Quand la lune s’efface sous l’éclat de l’étoile.
Ils laissaient un peu d’argent, un stock de médicaments, un
baiser sur ma joue et la promesse de venir le week-end suivant. Ils
ne sont pas venus. Mon père prépare son premier meeting à
l’Odéon et ma mère souffre d’une angine blanche. Ils
ont juste appelé pour prendre des nouvelles. J’ai menti pour
les rassurer ou peut-être pour mieux les éloigner. Pendant quatre
ans, mes parents ont tenté de garder ma tête hors de l’eau,
surtout mon père. Je n’ai plus la force. Ils ont promis de me
rendre visite le dimanche suivant. Foutaises. 
Je suis parfaitement consciente de ce qui va arriver. Le mot est tabou pour eux, par pour moi. Je vais me suicider. Ce n’est pas une décision prise à la légère. Il faut pourvoir peser le pour et le contre avec justesse. Dans mon cas, le seul regret est la nuit mais, la mort n’est-elle pas une nuit éternelle ? Je veux arrêter de penser à cette vite faite de profit et faux-semblants, à ce monde que s’est construit mon père et auquel ma mère a toujours rêvé. Je veux…

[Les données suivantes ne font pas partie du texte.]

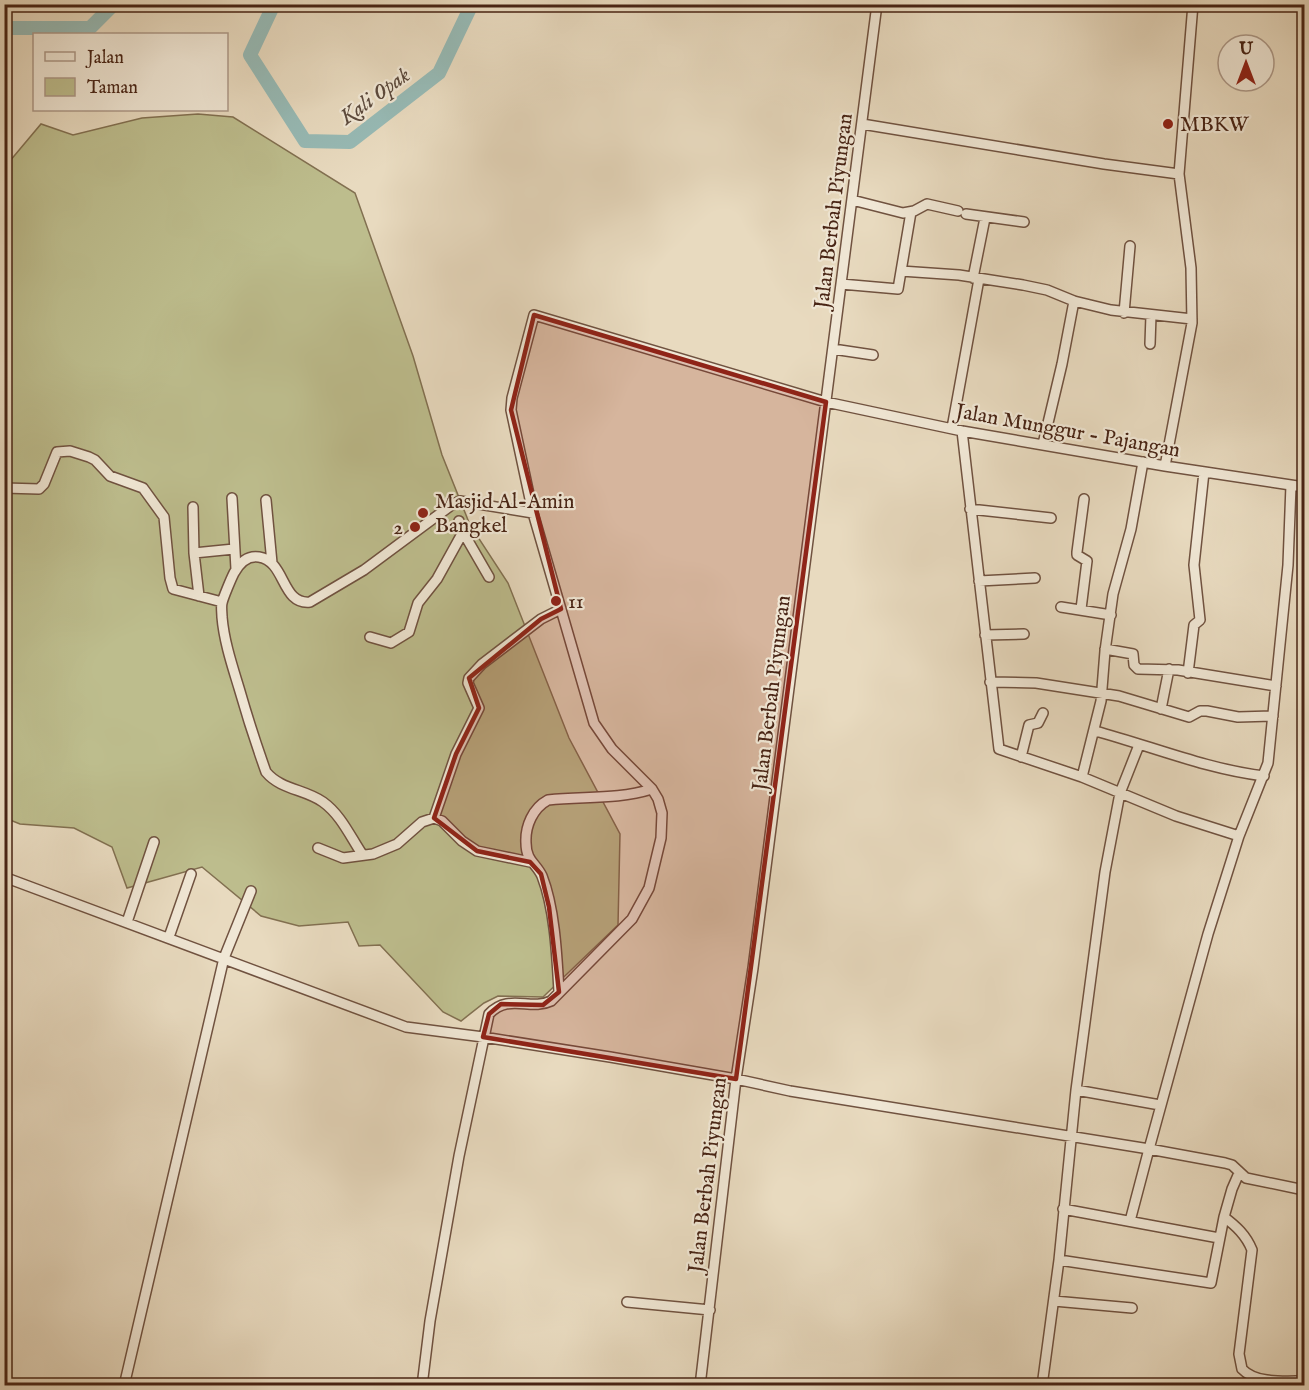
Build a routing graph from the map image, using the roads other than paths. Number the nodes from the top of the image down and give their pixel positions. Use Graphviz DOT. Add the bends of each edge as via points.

« Je ne saute pas ? Je saute. »
Comme un ralenti de cinéma, mon corps se
contracte pour rassembler toute l’énergie disponible. Puis,
il se tend, les pieds quittent le sol. Je prends mon envol. Un
instant, l’air me porte, m’enveloppe doucement.
Cependant, les lois de la physique sont une réalité.

C’est la chute. La dernière.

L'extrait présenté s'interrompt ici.